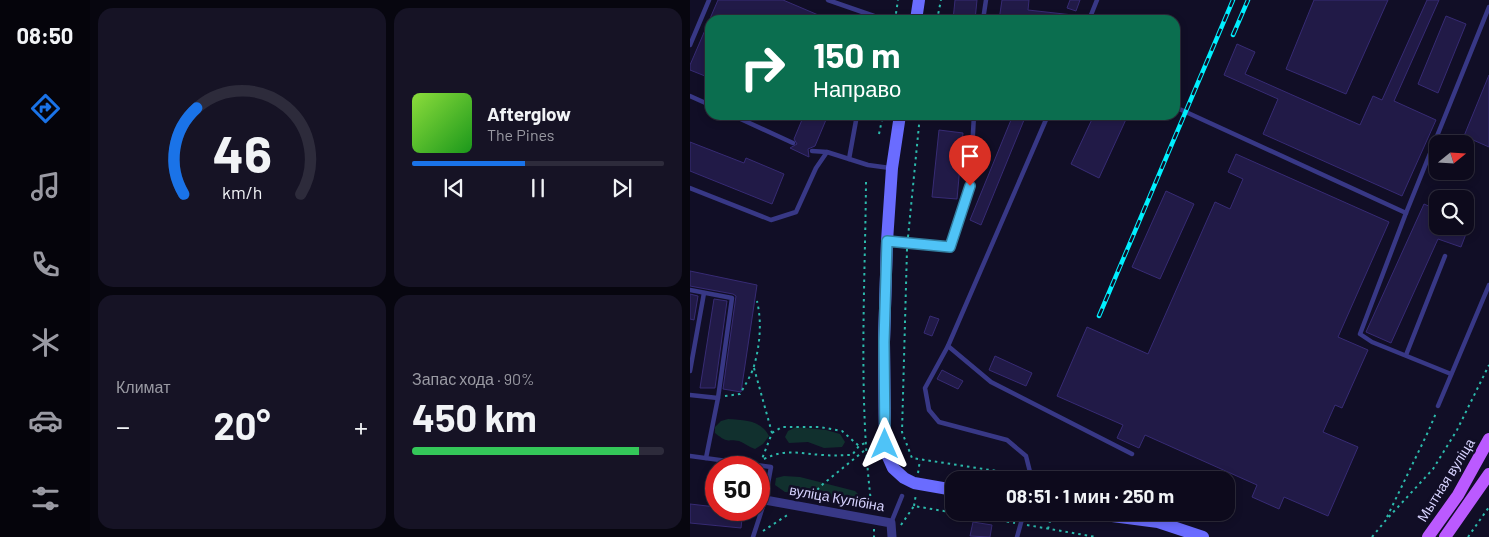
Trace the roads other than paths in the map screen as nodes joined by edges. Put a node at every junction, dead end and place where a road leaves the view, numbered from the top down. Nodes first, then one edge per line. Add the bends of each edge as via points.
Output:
1 (709, 0) edge
2 (828, 0) edge
3 (919, 0) edge
4 (986, 0) edge
5 (1097, 0) edge
6 (1489, 7) edge
7 (871, 15) edge
8 (917, 15) edge
9 (984, 15) edge
10 (1091, 15) edge
11 (690, 45) edge
12 (690, 96) edge
13 (705, 103) edge
14 (1180, 109) edge
15 (743, 120) edge
16 (855, 120) edge
17 (899, 120) edge
18 (974, 120) edge
19 (1046, 120) edge
20 (793, 143) dead end
21 (812, 151) dead end
22 (827, 152) junction
23 (849, 159) junction
24 (892, 168) junction
25 (690, 188) edge
26 (1406, 214) junction
27 (887, 241) junction
28 (1445, 256) dead end
29 (1489, 285) edge
30 (690, 290) edge
31 (704, 293) junction
32 (948, 346) junction
33 (1406, 355) junction
34 (690, 371) edge
35 (1451, 374) junction
36 (690, 396) edge
37 (718, 398) junction
38 (1438, 406) road end
39 (1489, 439) edge
40 (1132, 454) dead end
41 (690, 456) edge
42 (706, 456) edge
43 (705, 458) edge
44 (1030, 471) edge
45 (1489, 474) edge
46 (945, 488) edge
47 (902, 496) dead end
48 (770, 501) edge
49 (758, 521) edge
50 (1021, 521) edge
51 (1150, 521) edge
52 (891, 524) junction
53 (753, 537) edge
54 (892, 537) edge
55 (1017, 537) edge
56 (1203, 537) edge
57 (1428, 537) edge
58 (1446, 537) edge

1 - 11 lane
2 - 7 lane
3 - 8 main road
4 - 9 lane
5 - 10 lane
6 - 26 lane
12 - 13 lane
14 - 26 lane
15 - 20 lane
16 - 23 lane
17 - 24 main road
18 - 27 lane via 970,186 950,247
19 - 32 lane
21 - 22 lane
22 - 23 lane
22 - 25 lane via 796,212 771,220
23 - 24 lane
24 - 27 main road
26 - 33 lane via 1360,334
27 - 46 main road via 884,342 886,450 893,468 904,478
28 - 33 lane
29 - 35 lane
30 - 31 lane
31 - 34 lane
31 - 37 lane via 732,298
32 - 40 lane via 991,382
32 - 44 lane via 925,388 928,410 939,422 1007,440 1026,456
33 - 35 lane
35 - 38 lane
36 - 37 lane
37 - 42 lane
39 - 57 main road, Мытная вуліца via 1458,495
41 - 43 lane
45 - 58 main road
47 - 52 lane
48 - 52 street, вуліца Кулібіна
49 - 53 lane
50 - 55 lane
51 - 56 main road
52 - 54 street, вуліца Кулібіна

*GOAL OF THE EXERCISE*.
Read through the records above and copy the lines that contain "Кулібіна".

*TASK SOLUTION*.
48 - 52 street, вуліца Кулібіна
52 - 54 street, вуліца Кулібіна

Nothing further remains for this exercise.